● **Required work**
Filter the listing below for "Lauck" and report every line that has it.
___
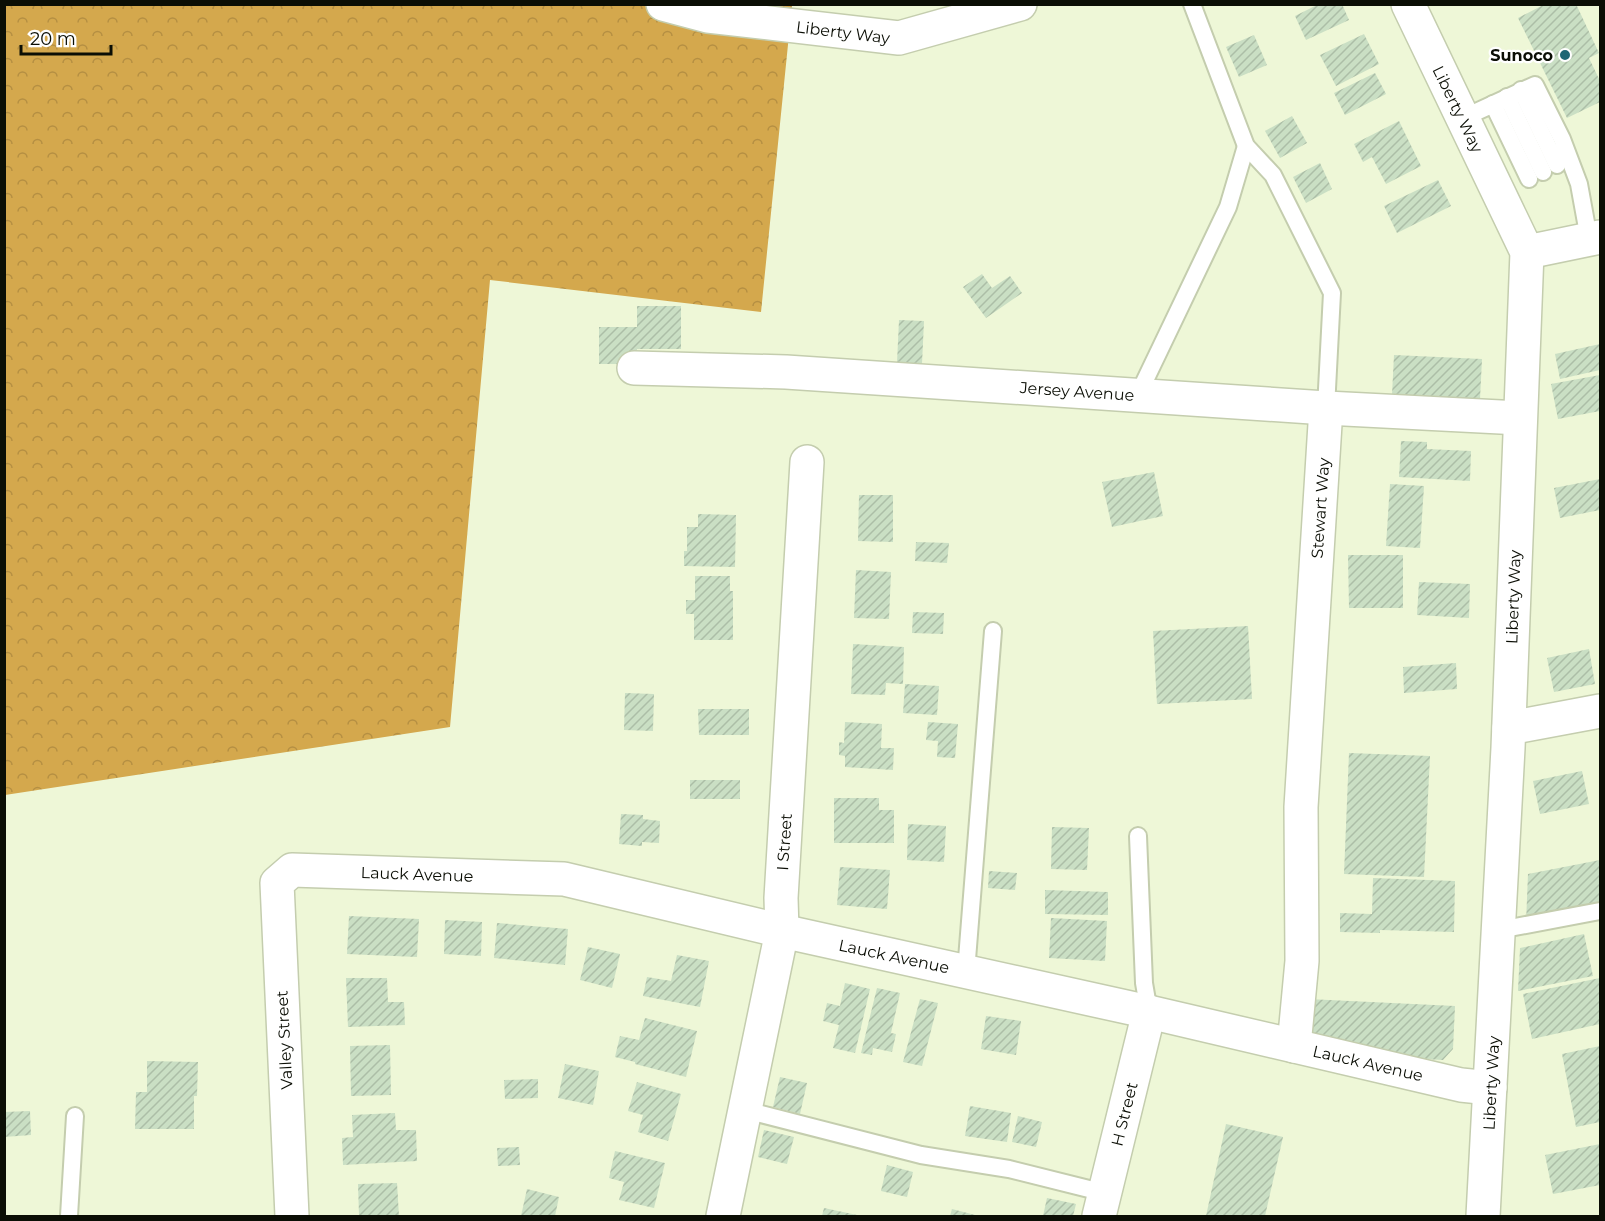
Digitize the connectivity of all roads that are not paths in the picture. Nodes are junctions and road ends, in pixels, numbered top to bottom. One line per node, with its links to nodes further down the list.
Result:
1 (663, 4): 2 (street, Liberty Way)
2 (1020, 4)
3 (1192, 4): 7 (lane, Stewart Way)
4 (1408, 4): 6 (street, Liberty Way)
5 (1507, 97): 6 (lane); 8 (lane); 8 (lane)
6 (1463, 118): 8 (street, Liberty Way)
7 (1246, 146): 12 (lane); 13 (lane, Stewart Way)
8 (1532, 177): 9 (lane); 10 (street, Liberty Way)
9 (1595, 238): 10 (street)
10 (1527, 252): 14 (street, Liberty Way)
11 (634, 368): 12 (street, Jersey Avenue)
12 (1138, 395): 13 (street, Jersey Avenue)
13 (1326, 408): 14 (street, Jersey Avenue); 26 (street, Stewart Way)
14 (1520, 418): 18 (street, Liberty Way)
15 (807, 462): 23 (street, I Street)
16 (993, 631): 24 (lane)
17 (1600, 711): 18 (street)
18 (1509, 728): 22 (street, Liberty Way)
19 (1138, 836): 25 (lane)
20 (292, 870): 23 (street, Lauck Avenue); 32 (street, Valley Street)
21 (1600, 911): 22 (lane)
22 (1499, 930): 27 (street, Liberty Way)
23 (782, 931): 24 (street, Lauck Avenue); 28 (street, I Street)
24 (966, 972): 25 (street, Lauck Avenue)
25 (1149, 1012): 26 (street, Lauck Avenue); 30 (street, H Street)
26 (1294, 1046): 27 (street, Lauck Avenue)
27 (1490, 1088): 34 (street, Liberty Way)
28 (745, 1110): 30 (lane); 33 (street, I Street)
29 (75, 1116): 31 (lane)
30 (1102, 1204)
31 (69, 1216)
32 (292, 1216)
33 (723, 1216)
34 (1483, 1216)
___
● **Final answer**
20 (292, 870): 23 (street, Lauck Avenue); 32 (street, Valley Street)
23 (782, 931): 24 (street, Lauck Avenue); 28 (street, I Street)
24 (966, 972): 25 (street, Lauck Avenue)
25 (1149, 1012): 26 (street, Lauck Avenue); 30 (street, H Street)
26 (1294, 1046): 27 (street, Lauck Avenue)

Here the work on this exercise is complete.